→ Task objective
Exclude all pictures, then copy each of the records exactly as written.

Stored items
- - -

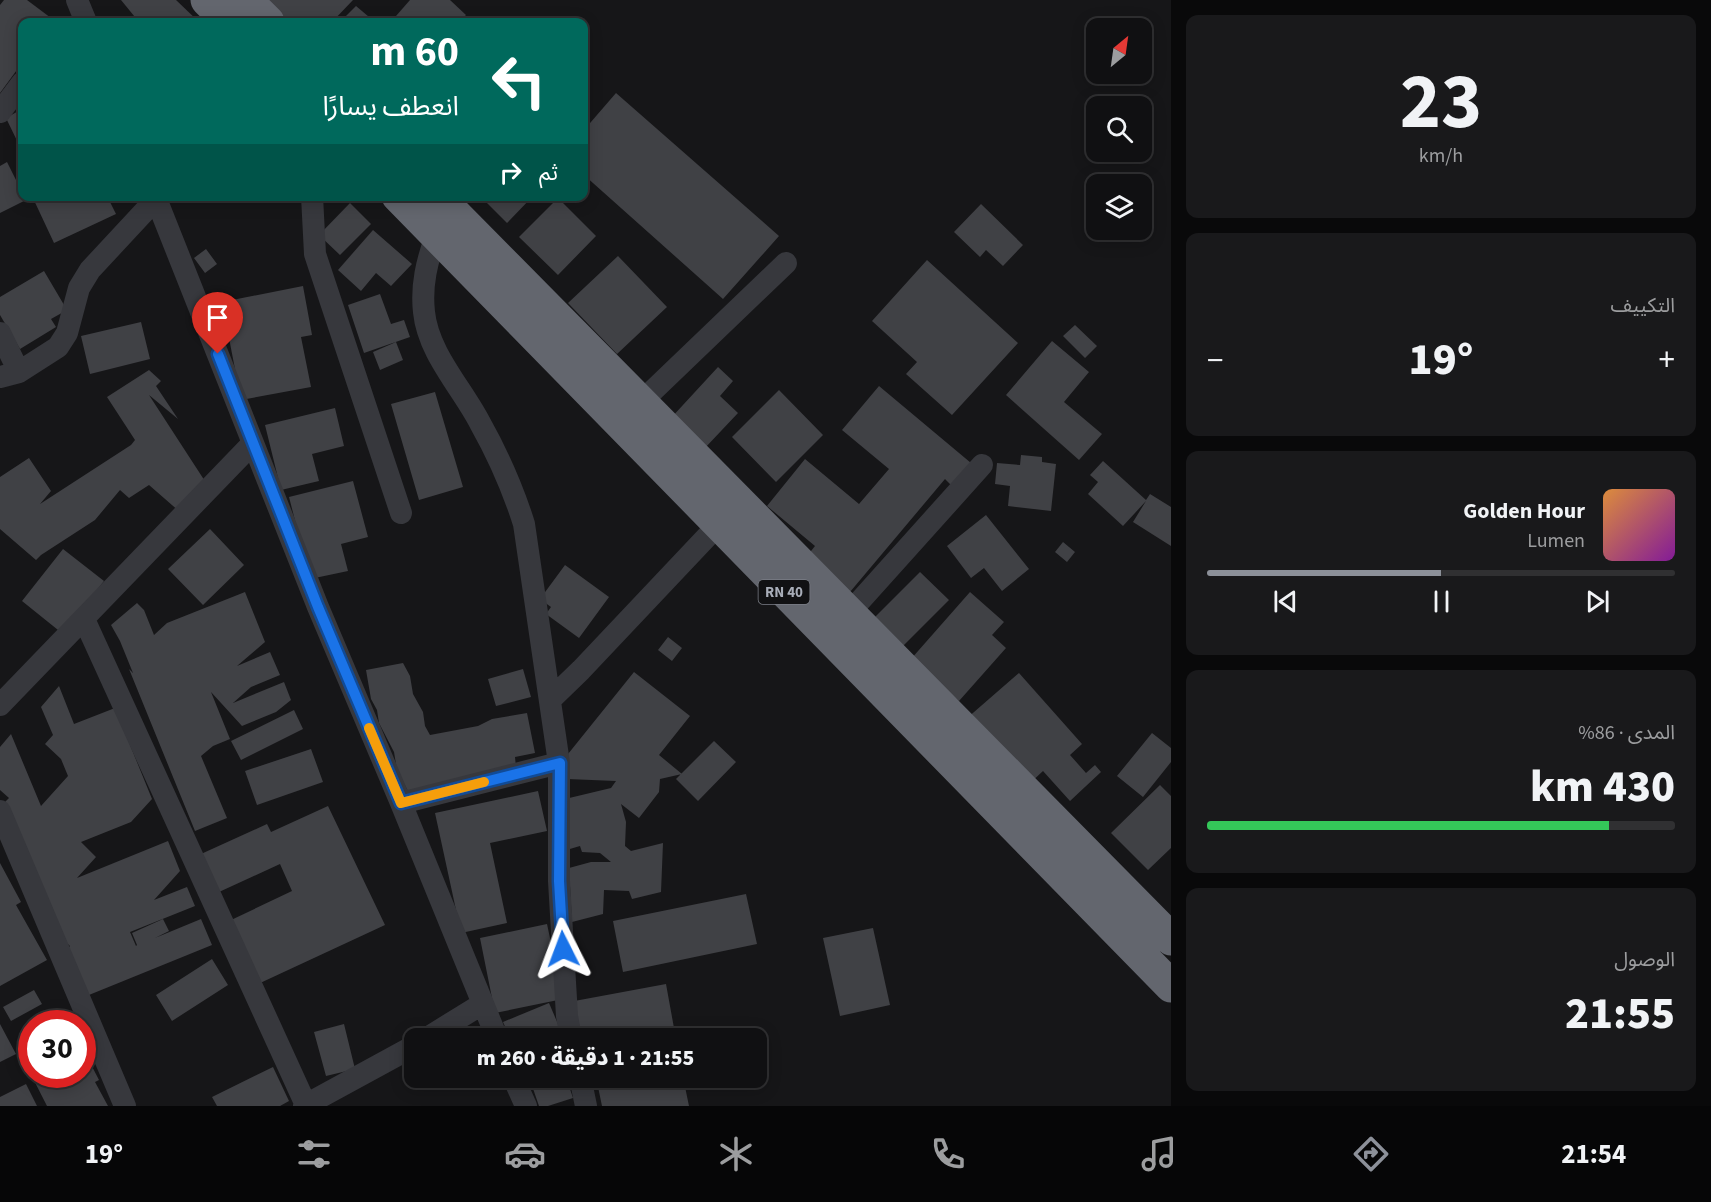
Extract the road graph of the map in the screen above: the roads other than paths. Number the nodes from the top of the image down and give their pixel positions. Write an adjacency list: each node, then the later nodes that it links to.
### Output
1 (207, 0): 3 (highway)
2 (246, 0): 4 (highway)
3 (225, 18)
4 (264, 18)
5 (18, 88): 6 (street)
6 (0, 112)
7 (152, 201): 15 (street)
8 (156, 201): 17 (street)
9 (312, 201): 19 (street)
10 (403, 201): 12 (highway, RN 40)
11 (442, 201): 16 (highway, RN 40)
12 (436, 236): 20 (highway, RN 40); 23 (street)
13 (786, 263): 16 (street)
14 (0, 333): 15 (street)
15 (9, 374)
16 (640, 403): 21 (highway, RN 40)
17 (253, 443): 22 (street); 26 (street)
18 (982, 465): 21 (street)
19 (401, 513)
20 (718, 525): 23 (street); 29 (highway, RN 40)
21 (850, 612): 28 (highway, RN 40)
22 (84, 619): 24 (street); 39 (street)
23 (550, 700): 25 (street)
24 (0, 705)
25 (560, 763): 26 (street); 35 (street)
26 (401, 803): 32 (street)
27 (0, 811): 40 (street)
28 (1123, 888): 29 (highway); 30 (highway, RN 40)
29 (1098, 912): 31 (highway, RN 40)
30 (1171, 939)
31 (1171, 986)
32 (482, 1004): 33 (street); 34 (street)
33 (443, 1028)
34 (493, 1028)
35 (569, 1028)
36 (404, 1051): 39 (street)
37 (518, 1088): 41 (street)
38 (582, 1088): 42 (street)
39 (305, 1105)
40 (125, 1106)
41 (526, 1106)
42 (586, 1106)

- - -

→ Answer to this problem
Extract the road graph of the map in the screen above: the roads other than paths. Number the nodes from the top of the image down and give their pixel positions. Write an adjacency list: each node, then the later nodes that it links to.
### Output
1 (207, 0): 3 (highway)
2 (246, 0): 4 (highway)
3 (225, 18)
4 (264, 18)
5 (18, 88): 6 (street)
6 (0, 112)
7 (152, 201): 15 (street)
8 (156, 201): 17 (street)
9 (312, 201): 19 (street)
10 (403, 201): 12 (highway, RN 40)
11 (442, 201): 16 (highway, RN 40)
12 (436, 236): 20 (highway, RN 40); 23 (street)
13 (786, 263): 16 (street)
14 (0, 333): 15 (street)
15 (9, 374)
16 (640, 403): 21 (highway, RN 40)
17 (253, 443): 22 (street); 26 (street)
18 (982, 465): 21 (street)
19 (401, 513)
20 (718, 525): 23 (street); 29 (highway, RN 40)
21 (850, 612): 28 (highway, RN 40)
22 (84, 619): 24 (street); 39 (street)
23 (550, 700): 25 (street)
24 (0, 705)
25 (560, 763): 26 (street); 35 (street)
26 (401, 803): 32 (street)
27 (0, 811): 40 (street)
28 (1123, 888): 29 (highway); 30 (highway, RN 40)
29 (1098, 912): 31 (highway, RN 40)
30 (1171, 939)
31 (1171, 986)
32 (482, 1004): 33 (street); 34 (street)
33 (443, 1028)
34 (493, 1028)
35 (569, 1028)
36 (404, 1051): 39 (street)
37 (518, 1088): 41 (street)
38 (582, 1088): 42 (street)
39 (305, 1105)
40 (125, 1106)
41 (526, 1106)
42 (586, 1106)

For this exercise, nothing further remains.